El correr de los años nos acorta el tiempo y la distancia, nos obliga a permanecer solos temporalmente, hacer un balance de lo hecho y por hacer, administrar los recursos que una vida entera nos ha permitido adquirir. Una mirada superficial a esta etapa de la vida podría sumergirnos en la soledad irremediable y absoluta; sin embargo, si analizamos con mayor profundidad este momento, nos daremos cuenta de que es el supremo encuentro con uno mismo y si contabilizamos nuestras fuerzas, podemos mirar atrás para encontrar en el propio ejemplo la razón de seguir.
Podemos estar solos físicamente durante mucho tiempo y, sin embargo, estar relacionado con ideas, valores y creencias, o bien, por normas sociales que nos proporcionen una razón o una sensación de pertenencia.
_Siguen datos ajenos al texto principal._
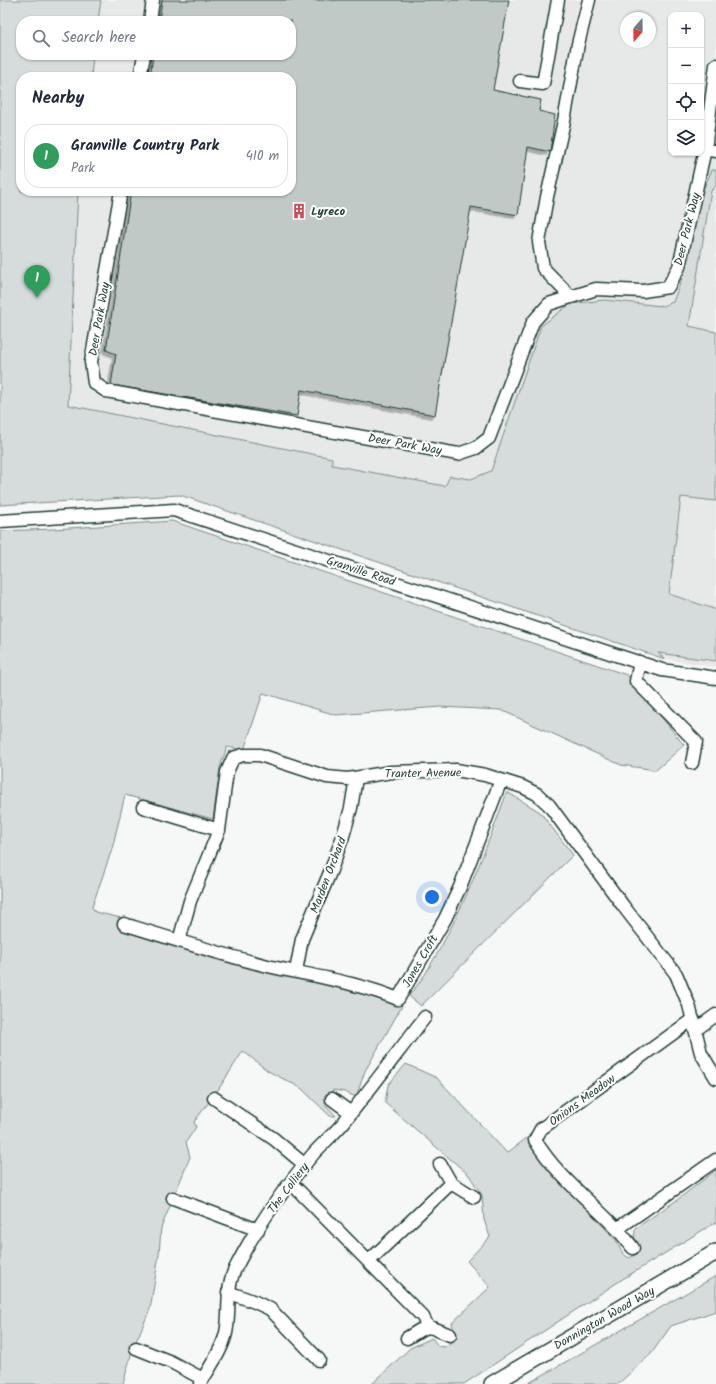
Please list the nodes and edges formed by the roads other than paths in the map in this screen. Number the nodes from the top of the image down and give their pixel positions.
1 (154, 0) edge
2 (558, 0) edge
3 (588, 0) edge
4 (151, 16) edge
5 (143, 60) edge
6 (716, 65) edge
7 (141, 72) edge
8 (520, 81) dead end
9 (711, 150) edge
10 (120, 196) edge
11 (571, 297) junction
12 (0, 521) edge
13 (640, 662) junction
14 (716, 678) edge
15 (692, 763) dead end
16 (356, 778) junction
17 (501, 780) junction
18 (143, 807) dead end
19 (219, 830) junction
20 (124, 924) dead end
21 (179, 941) junction
22 (296, 971) junction
23 (716, 1015) edge
24 (425, 1017) dead end
25 (694, 1025) junction
26 (716, 1078) edge
27 (214, 1098) dead end
28 (332, 1099) dead end
29 (351, 1113) junction
30 (716, 1160) edge
31 (440, 1164) dead end
32 (305, 1165) junction
33 (291, 1183) junction
34 (451, 1183) junction
35 (474, 1197) dead end
36 (173, 1198) dead end
37 (617, 1229) junction
38 (258, 1230) junction
39 (633, 1248) dead end
40 (716, 1252) edge
41 (369, 1260) junction
42 (228, 1292) junction
43 (428, 1327) junction
44 (450, 1336) dead end
45 (407, 1338) dead end
46 (136, 1348) dead end
47 (319, 1360) dead end
48 (202, 1382) edge
49 (492, 1384) edge

1 - 4 street
2 - 8 street
3 - 11 street
5 - 7 street
6 - 9 street
9 - 11 street, Deer Park Way
10 - 11 street, Deer Park Way
12 - 13 street, Granville Road
13 - 14 street, Granville Road
13 - 15 street
16 - 17 street, Tranter Avenue
16 - 19 street, Tranter Avenue
16 - 22 street, Marden Orchard
17 - 22 street, Jones Croft
17 - 25 street, Tranter Avenue
18 - 19 street
19 - 21 street, Tranter Avenue
20 - 21 street, Jones Croft
21 - 22 street, Jones Croft
23 - 25 street
24 - 29 street, The Colliery
25 - 26 street, Tranter Avenue
25 - 37 street, Onions Meadow
27 - 32 street
28 - 29 street
29 - 32 street, The Colliery
30 - 37 street
31 - 34 street
32 - 33 street, The Colliery
33 - 38 street, The Colliery
33 - 41 street
34 - 35 street
34 - 41 street
36 - 38 street
37 - 39 street, Onions Meadow
38 - 42 street, The Colliery
40 - 49 main road, Donnington Wood Way
41 - 43 street
42 - 47 street
42 - 48 street, The Colliery
43 - 44 street
43 - 45 street
46 - 48 street

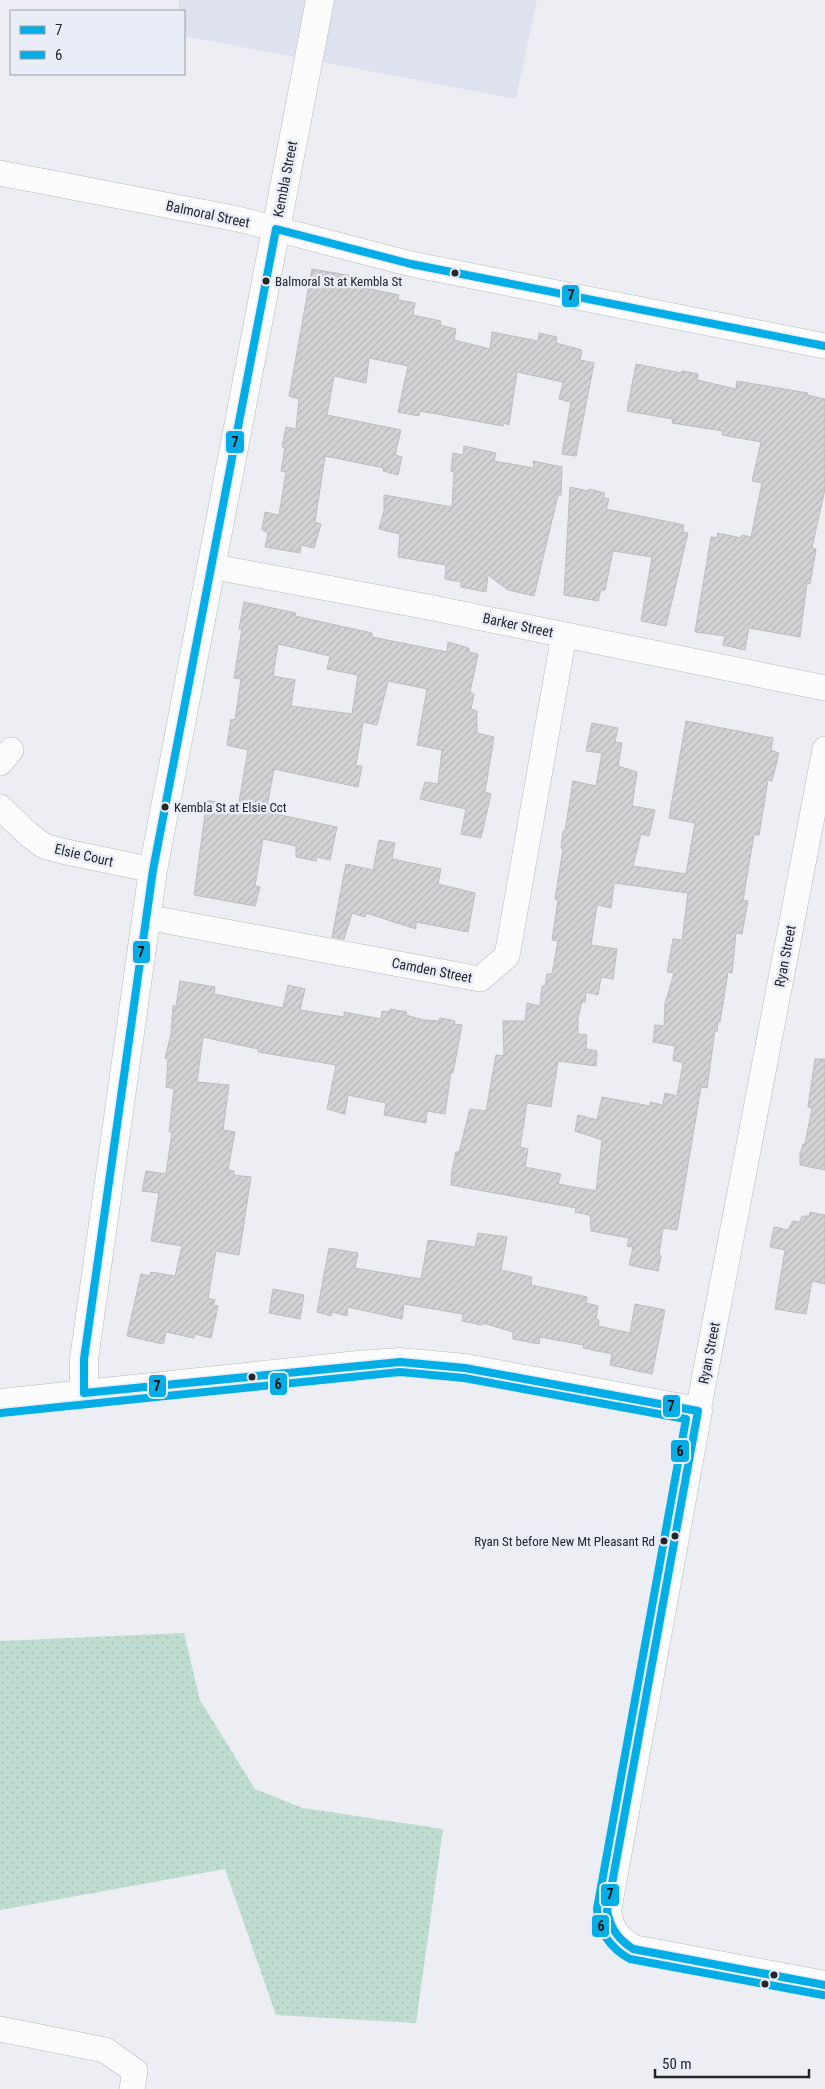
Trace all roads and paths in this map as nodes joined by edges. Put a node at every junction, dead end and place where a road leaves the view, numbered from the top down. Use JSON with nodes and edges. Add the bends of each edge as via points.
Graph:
{"nodes":[{"id":1,"x":320,"y":0,"type":"edge"},
{"id":2,"x":0,"y":173,"type":"edge"},
{"id":3,"x":276,"y":229,"type":"junction"},
{"id":4,"x":825,"y":346,"type":"edge"},
{"id":5,"x":210,"y":566,"type":"junction"},
{"id":6,"x":564,"y":635,"type":"junction"},
{"id":7,"x":825,"y":688,"type":"edge"},
{"id":8,"x":825,"y":749,"type":"edge"},
{"id":9,"x":0,"y":807,"type":"edge"},
{"id":10,"x":153,"y":870,"type":"junction"},
{"id":11,"x":146,"y":917,"type":"junction"},
{"id":12,"x":84,"y":1394,"type":"junction"},
{"id":13,"x":0,"y":1403,"type":"edge"},
{"id":14,"x":698,"y":1411,"type":"junction"},
{"id":15,"x":825,"y":1985,"type":"edge"},
{"id":16,"x":0,"y":2029,"type":"edge"},
{"id":17,"x":132,"y":2089,"type":"edge"}],
"edges":[{"from":1,"to":3,"type":"main road","name":"Kembla Street"},
{"from":2,"to":3,"type":"street","name":"Balmoral Street"},
{"from":3,"to":4,"type":"street","name":"Balmoral Street","via":[[411,264]]},
{"from":3,"to":5,"type":"main road","name":"Kembla Street"},
{"from":5,"to":6,"type":"street","name":"Barker Street"},
{"from":5,"to":10,"type":"main road","name":"Kembla Street"},
{"from":6,"to":7,"type":"street","name":"Barker Street"},
{"from":6,"to":11,"type":"street","name":"Camden Street","via":[[507,956],[480,979]]},
{"from":8,"to":14,"type":"street","name":"Ryan Street"},
{"from":9,"to":10,"type":"street","name":"Elsie Court","via":[[44,846]]},
{"from":10,"to":11,"type":"main road","name":"Kembla Street"},
{"from":11,"to":12,"type":"main road","name":"Kembla Street","via":[[84,1359]]},
{"from":12,"to":13,"type":"main road"},
{"from":12,"to":14,"type":"main road","via":[[400,1362],[465,1368]]},
{"from":14,"to":15,"type":"main road","name":"Ryan Street","via":[[607,1911],[610,1927],[618,1939],[633,1949]]},
{"from":16,"to":17,"type":"street","via":[[105,2050],[135,2071]]}]}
Por otra parte, podemos vivir entre la gente, poseer todas las riquezas materiales, y no obstante, dejarnos vencer por un sentimiento de aislamiento total.
Estar solo y sentirse solo, son sensaciones diferentes. En la primera, la soledad es física, tolerable y agradable a veces cuando nos sentimos conectados con afecto a los demás. La segunda, es soledad psíquica, intolerable siempre, porque sentimos miedo. «El amor es el único refugio contra el miedo a la soledad»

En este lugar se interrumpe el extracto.